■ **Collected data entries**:
──────────

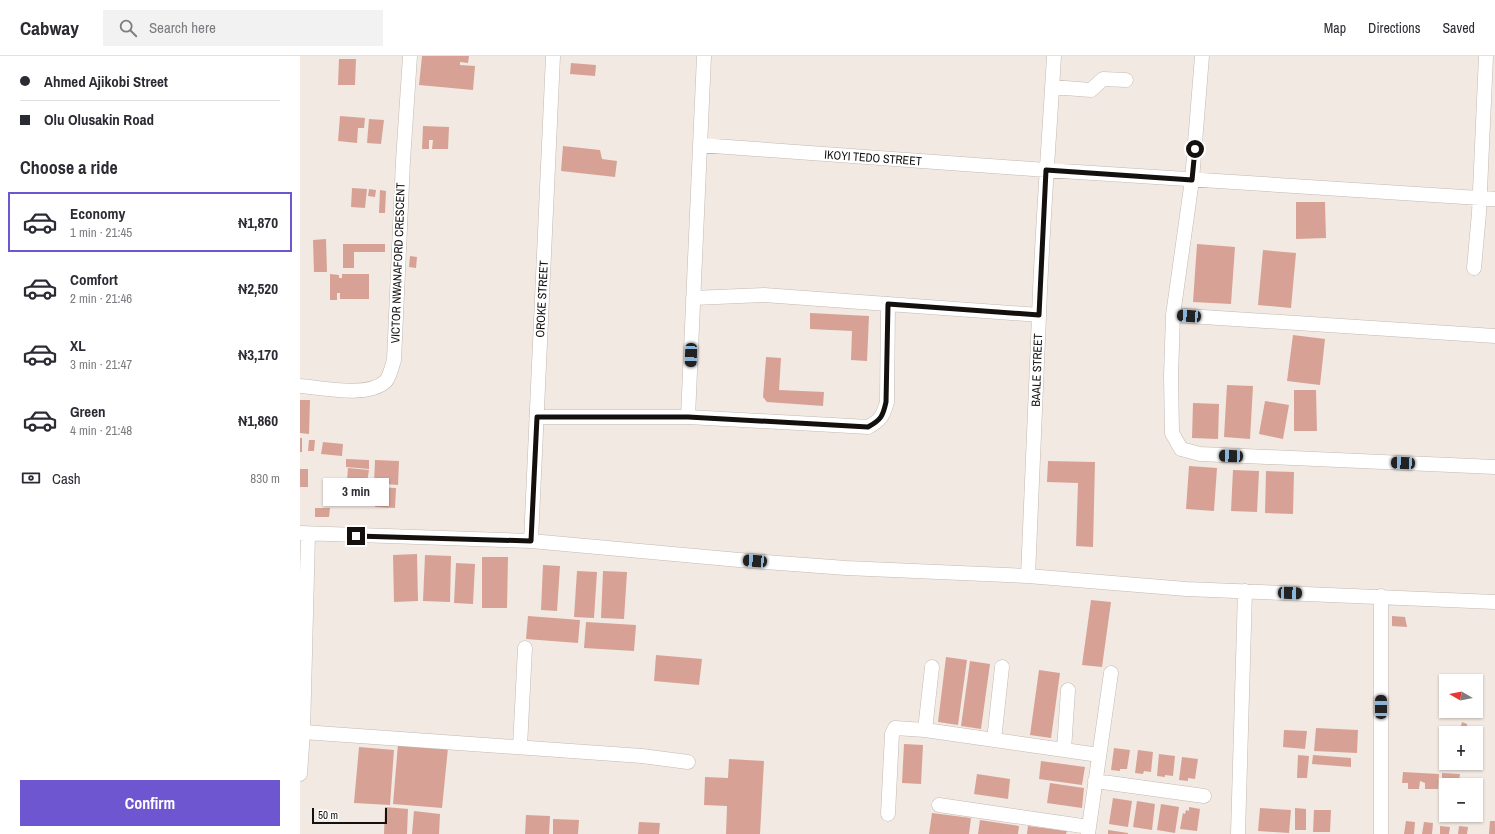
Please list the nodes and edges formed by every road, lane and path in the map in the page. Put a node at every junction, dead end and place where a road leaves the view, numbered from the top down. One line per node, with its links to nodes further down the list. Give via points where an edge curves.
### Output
1 (410, 56): 21 (street, VICTOR NWANAFORD CRESCENT, via 394,360 387,380 375,388 357,391)
2 (553, 56): 22 (street, OROKE STREET)
3 (704, 56): 10 (street)
4 (1054, 56): 9 (street, BAALE STREET)
5 (1202, 56): 12 (street)
6 (1486, 56): 7 (street); 13 (street)
7 (1495, 57)
8 (1126, 80): 9 (street, via 1103,79 1091,90)
9 (1052, 88): 11 (street, BAALE STREET)
10 (700, 145): 11 (street, IKOYI TEDO STREET); 16 (street)
11 (1046, 170): 12 (street, IKOYI TEDO STREET); 18 (street, BAALE STREET)
12 (1192, 180): 13 (street, IKOYI TEDO STREET); 19 (street)
13 (1480, 198): 14 (street, IKOYI TEDO STREET); 15 (street)
14 (1495, 199)
15 (1474, 268)
16 (693, 298): 17 (street, via 764,295); 23 (street)
17 (888, 304): 18 (street); 23 (street, via 886,402 880,419 868,427)
18 (1039, 315): 27 (street, BAALE STREET)
19 (1173, 315): 20 (street); 24 (street, via 1172,433 1181,449 1200,454)
20 (1495, 336)
21 (300, 386)
22 (537, 417): 23 (street); 26 (street, OROKE STREET)
23 (688, 417)
24 (1495, 467)
25 (304, 534): 26 (street); 37 (street)
26 (531, 541): 27 (street, via 838,568)
27 (1028, 576): 28 (street, via 1186,589)
28 (1245, 591): 29 (street); 49 (street)
29 (1381, 596): 30 (street); 50 (street)
30 (1495, 602)
31 (525, 648): 39 (street)
32 (932, 667): 36 (street)
33 (1002, 667): 38 (street)
34 (1111, 673): 41 (street)
35 (1068, 690): 40 (street)
36 (924, 730): 38 (street); 47 (street, via 895,728 892,734)
37 (303, 732): 39 (street); 43 (street)
38 (994, 740): 40 (street)
39 (520, 747): 42 (street)
40 (1064, 750): 41 (street)
41 (1099, 755): 44 (street)
42 (688, 762)
43 (300, 774)
44 (1095, 781): 45 (street); 48 (street)
45 (1204, 796)
46 (939, 806): 48 (street)
47 (888, 814)
48 (1088, 830)
49 (1238, 834)
50 (1381, 834)

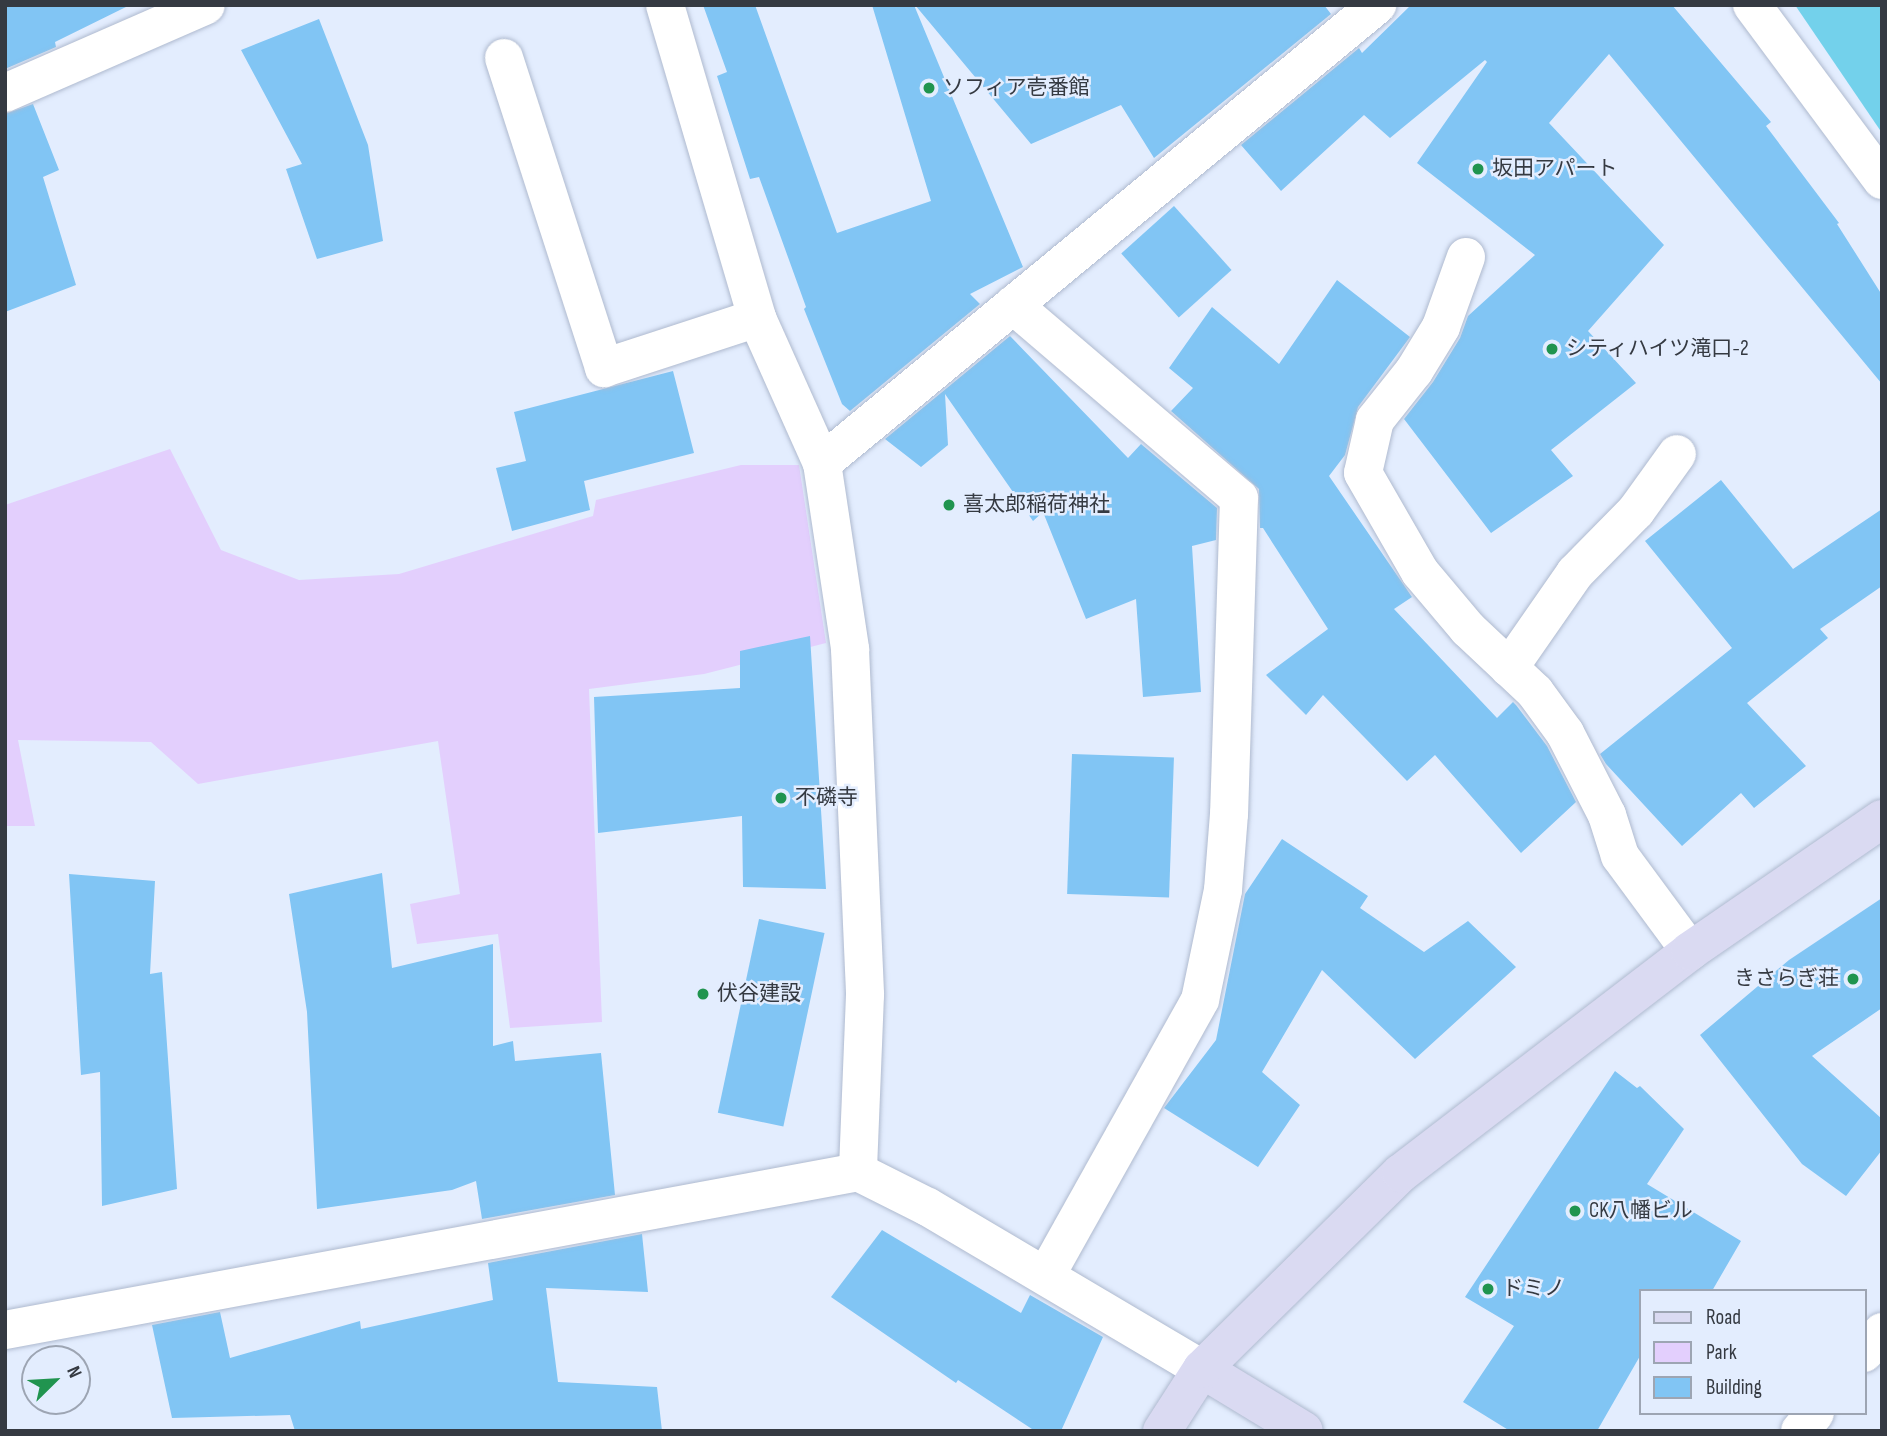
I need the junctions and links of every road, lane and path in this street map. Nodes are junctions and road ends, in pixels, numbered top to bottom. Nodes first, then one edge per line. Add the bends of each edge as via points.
1 (206, 5) edge
2 (666, 5) edge
3 (1377, 5) edge
4 (1752, 5) edge
5 (504, 58) dead end
6 (5, 93) edge
7 (1882, 180) edge
8 (1466, 257) dead end
9 (1013, 305) junction
10 (757, 318) junction
11 (1677, 454) dead end
12 (822, 463) junction
13 (1509, 667) junction
14 (1882, 819) edge
15 (1690, 951) junction
16 (858, 1172) junction
17 (1046, 1275) junction
18 (5, 1330) edge
19 (1882, 1332) edge
20 (1866, 1351) edge
21 (1202, 1369) junction
22 (1813, 1415) edge
23 (1162, 1431) edge
24 (1304, 1431) edge
25 (1800, 1431) edge

1 - 6 street
2 - 10 street
3 - 9 street
4 - 7 street
5 - 10 street via 604,368
8 - 13 street via 1441,327 1376,420 1363,473 1420,572 1468,629
9 - 12 street
9 - 17 street via 1238,498 1229,814 1223,890 1200,1000
10 - 12 street
11 - 13 street via 1636,512 1575,573
12 - 16 street via 850,649 865,995
13 - 15 street via 1535,692 1565,733 1606,815 1620,856
14 - 15 street
15 - 21 street via 1401,1173
16 - 17 street
16 - 18 street
17 - 21 street
19 - 20 street
21 - 23 street
21 - 24 street
22 - 25 street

──────────

■ **Task objective**:
All lines with the word "BAALE" must be located in the data and copied.

■ **Task response**:
4 (1054, 56): 9 (street, BAALE STREET)
9 (1052, 88): 11 (street, BAALE STREET)
11 (1046, 170): 12 (street, IKOYI TEDO STREET); 18 (street, BAALE STREET)
18 (1039, 315): 27 (street, BAALE STREET)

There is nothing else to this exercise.